Saturday 19 October, 3.30pm until 5.00pm, Frobisher Auditorium 1 Battle for technological progress
When we think about technology it is usually as a promise. New advances in medicine, say, that will cure a killer disease. New breakthroughs in engineering that might make planes lighter, faster and more economical. New developments in computing that will let us roll up electronic newspapers or ‘think’ an email. Some may protest that they don’t want the benefits of these new technologies or deny that they represent any kind of progress. Most, however, would concede that these are good things even if they are not things they want.
But what about technology that promises what we want but threatens other things we want as well? The controversial technique of fracking has created an energy glut in America that has destroyed the market in renewable energy, which was such an important part of the vision for a sustainable economy. But cheap energy is at least good for economic growth and for household bills. What about GM crops?
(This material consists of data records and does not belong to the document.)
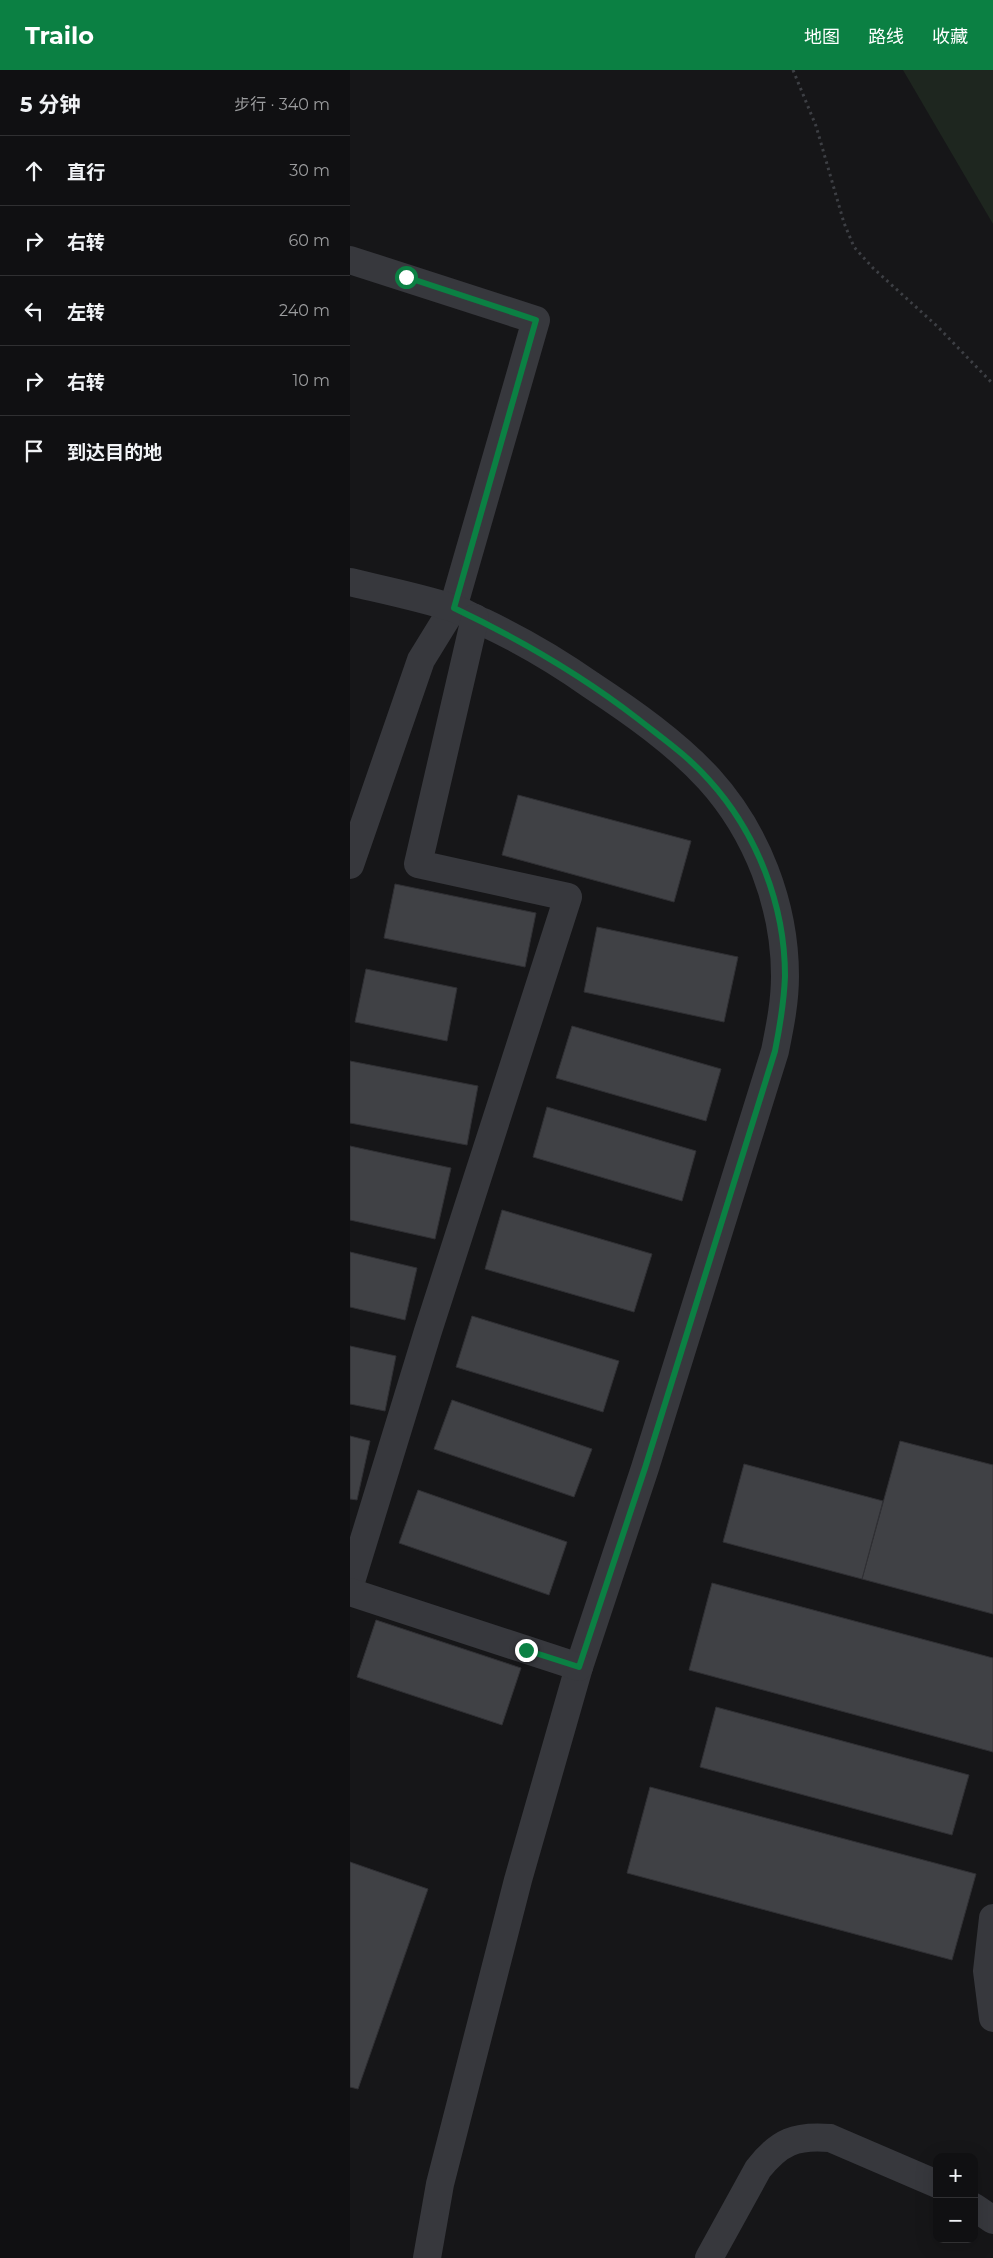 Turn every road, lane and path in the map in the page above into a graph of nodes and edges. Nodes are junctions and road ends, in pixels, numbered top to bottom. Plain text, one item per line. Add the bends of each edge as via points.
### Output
1 (793, 70) edge
2 (350, 260) edge
3 (993, 384) edge
4 (350, 582) edge
5 (464, 613) junction
6 (350, 865) edge
7 (350, 1585) edge
8 (350, 1592) edge
9 (579, 1667) junction
10 (993, 1918) edge
11 (993, 2018) edge
12 (933, 2182) edge
13 (978, 2210) edge
14 (993, 2220) edge
15 (427, 2258) edge
16 (709, 2258) edge

1 - 3 path via 816,126 854,247
2 - 5 street via 536,320
4 - 5 street
5 - 6 street via 421,660
5 - 7 street via 418,864 568,897
5 - 9 street via 554,660 610,697 687,758 709,780 746,830 762,864 782,937 785,976 775,1051 645,1468
8 - 9 street
9 - 15 street via 518,1880 440,2184
10 - 11 street via 987,1971
12 - 16 street via 830,2138 795,2140 780,2146 758,2169
13 - 14 street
They hold out the promise of an end to starvation and of prosperity for poor farmers; but they also threaten what has been called ‘seed slavery’ and unquantifiable harms to natural ecosystems. Even the internet is a double-edged sword. Some see the rise of online purchasing where everything is just a click away as driving levels of consumerism and debt that we simply cannot pay back. But others argue the internet has enabled collaboration between small-scale producers and even individuals (crowd sourcing) that allows them to compete with massive corporations.
Computer modelling: all about the image?
Sunday 20 October, 9.30am until 10.15am, Frobisher Auditorium 2 Battle over Scientific Information
Computer modelling is magic that turns empirical observations into our imaginary future. How many of us will need pensions, artificial hips, or houses in 2050? How much will sea levels rise or incomes fall? Plug enough data into a computer model, and out pour figures and graphs. But from pensions to climate, the line between projecting a trend and predicting the future is often blurred. What assumptions went into constructing the model of reality that underlies the mathematical model? Any projection assumes a host of factors will stay the same, or change predictably. In the real world, things are less consistent.
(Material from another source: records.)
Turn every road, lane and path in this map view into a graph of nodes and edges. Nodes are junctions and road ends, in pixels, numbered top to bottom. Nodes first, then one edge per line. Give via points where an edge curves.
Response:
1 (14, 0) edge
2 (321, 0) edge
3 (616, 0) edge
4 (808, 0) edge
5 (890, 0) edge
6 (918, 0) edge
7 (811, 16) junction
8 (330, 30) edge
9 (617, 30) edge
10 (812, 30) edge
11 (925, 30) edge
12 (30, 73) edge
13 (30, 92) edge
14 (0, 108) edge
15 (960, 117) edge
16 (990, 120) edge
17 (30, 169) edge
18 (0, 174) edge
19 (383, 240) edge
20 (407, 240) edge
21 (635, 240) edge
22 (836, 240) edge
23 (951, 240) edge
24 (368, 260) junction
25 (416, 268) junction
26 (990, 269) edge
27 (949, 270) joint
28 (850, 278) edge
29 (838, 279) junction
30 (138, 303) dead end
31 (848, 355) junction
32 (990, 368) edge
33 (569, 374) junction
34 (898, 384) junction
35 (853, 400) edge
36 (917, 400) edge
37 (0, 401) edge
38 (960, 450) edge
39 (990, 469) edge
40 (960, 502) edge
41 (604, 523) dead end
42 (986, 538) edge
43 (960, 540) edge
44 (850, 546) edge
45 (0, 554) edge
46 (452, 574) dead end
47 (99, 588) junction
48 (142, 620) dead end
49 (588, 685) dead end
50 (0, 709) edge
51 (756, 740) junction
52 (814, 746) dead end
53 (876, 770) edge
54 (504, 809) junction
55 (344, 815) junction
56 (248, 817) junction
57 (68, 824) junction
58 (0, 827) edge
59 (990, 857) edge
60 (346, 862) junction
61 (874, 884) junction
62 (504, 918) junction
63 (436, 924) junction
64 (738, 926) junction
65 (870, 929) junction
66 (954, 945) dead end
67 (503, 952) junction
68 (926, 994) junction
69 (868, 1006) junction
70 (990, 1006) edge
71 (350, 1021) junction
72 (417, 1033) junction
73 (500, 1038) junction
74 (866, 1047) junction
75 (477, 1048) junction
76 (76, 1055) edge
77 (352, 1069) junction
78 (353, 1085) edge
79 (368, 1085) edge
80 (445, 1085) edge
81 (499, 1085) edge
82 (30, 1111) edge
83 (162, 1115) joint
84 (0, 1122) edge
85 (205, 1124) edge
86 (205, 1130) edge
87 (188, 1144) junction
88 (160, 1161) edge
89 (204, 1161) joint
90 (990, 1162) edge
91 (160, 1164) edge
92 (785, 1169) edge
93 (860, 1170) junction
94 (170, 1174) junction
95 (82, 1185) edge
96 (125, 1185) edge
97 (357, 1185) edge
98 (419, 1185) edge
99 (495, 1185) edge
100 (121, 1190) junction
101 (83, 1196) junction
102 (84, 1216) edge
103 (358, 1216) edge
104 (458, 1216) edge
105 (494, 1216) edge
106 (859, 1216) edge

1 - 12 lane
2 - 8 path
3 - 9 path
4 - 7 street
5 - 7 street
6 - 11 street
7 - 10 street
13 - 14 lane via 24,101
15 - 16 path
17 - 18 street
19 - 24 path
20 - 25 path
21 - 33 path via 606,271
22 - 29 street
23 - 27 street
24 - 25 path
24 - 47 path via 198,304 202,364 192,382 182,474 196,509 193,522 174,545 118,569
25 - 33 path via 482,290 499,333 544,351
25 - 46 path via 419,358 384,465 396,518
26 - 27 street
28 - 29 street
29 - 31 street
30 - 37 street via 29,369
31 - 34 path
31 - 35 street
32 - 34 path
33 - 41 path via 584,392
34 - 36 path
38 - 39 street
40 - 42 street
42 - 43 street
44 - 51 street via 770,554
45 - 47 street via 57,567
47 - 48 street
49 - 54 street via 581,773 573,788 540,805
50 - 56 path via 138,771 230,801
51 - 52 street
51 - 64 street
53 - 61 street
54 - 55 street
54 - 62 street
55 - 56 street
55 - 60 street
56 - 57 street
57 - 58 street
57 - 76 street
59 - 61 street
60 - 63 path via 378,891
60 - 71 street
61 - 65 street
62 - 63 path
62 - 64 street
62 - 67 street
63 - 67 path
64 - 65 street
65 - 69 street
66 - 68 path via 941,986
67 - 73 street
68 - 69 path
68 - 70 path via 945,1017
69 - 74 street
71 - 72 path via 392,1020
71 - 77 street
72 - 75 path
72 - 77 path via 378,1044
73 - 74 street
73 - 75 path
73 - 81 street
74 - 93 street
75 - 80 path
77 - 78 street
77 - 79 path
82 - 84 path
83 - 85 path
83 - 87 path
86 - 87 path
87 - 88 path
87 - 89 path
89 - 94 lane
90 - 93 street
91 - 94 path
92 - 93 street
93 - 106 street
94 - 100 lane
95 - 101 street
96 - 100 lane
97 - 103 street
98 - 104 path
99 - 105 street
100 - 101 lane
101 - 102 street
We need some kind of guide to how the future will probably turn out, if we are to plan anything that takes a few years to bring to fruition. Building power stations, for example, or training doctors. But we also need a good idea of how closely to trust that guide. The precision of graphs and numbers can stamp complex, informed speculation with undue scientific authority. So what are the limitations of mathematical modelling? Should we be more sceptical of its authority? And how much does it matter if some of the details are wrong?
Science journalism: the tyranny of evidence?
Sunday 20 October, 1.30pm until 3.00pm, Frobisher Auditorium 2 Battle over Scientific Information
When the Independent gave front-page coverage to the discredited scientist Andrew Wakefield’s suggestion that government policy was responsible for a recent measles outbreak in Swansea, the paper was roundly condemned as irresponsible. Similarly, energy secretary Ed Davey has attacked some sections of the press for giving ‘an uncritical campaigning platform’ to anyone sceptical of the consensus view on climate change. Meanwhile, the media are often accused of misinterpreting studies, overstating casual links, inappropriately extrapolating from research results and failing to report details such as sample size or the institution carrying out the study. And eminent scientists have called for supporters of homeopathy and ‘obesity deniers’ to be deprived of the oxygen of publicity. Science reporting is mentioned a number of times in the Leveson report, which recommends a set of guidelines to ensure scientific accuracy, with penalties for reporting that is not up to a required standard.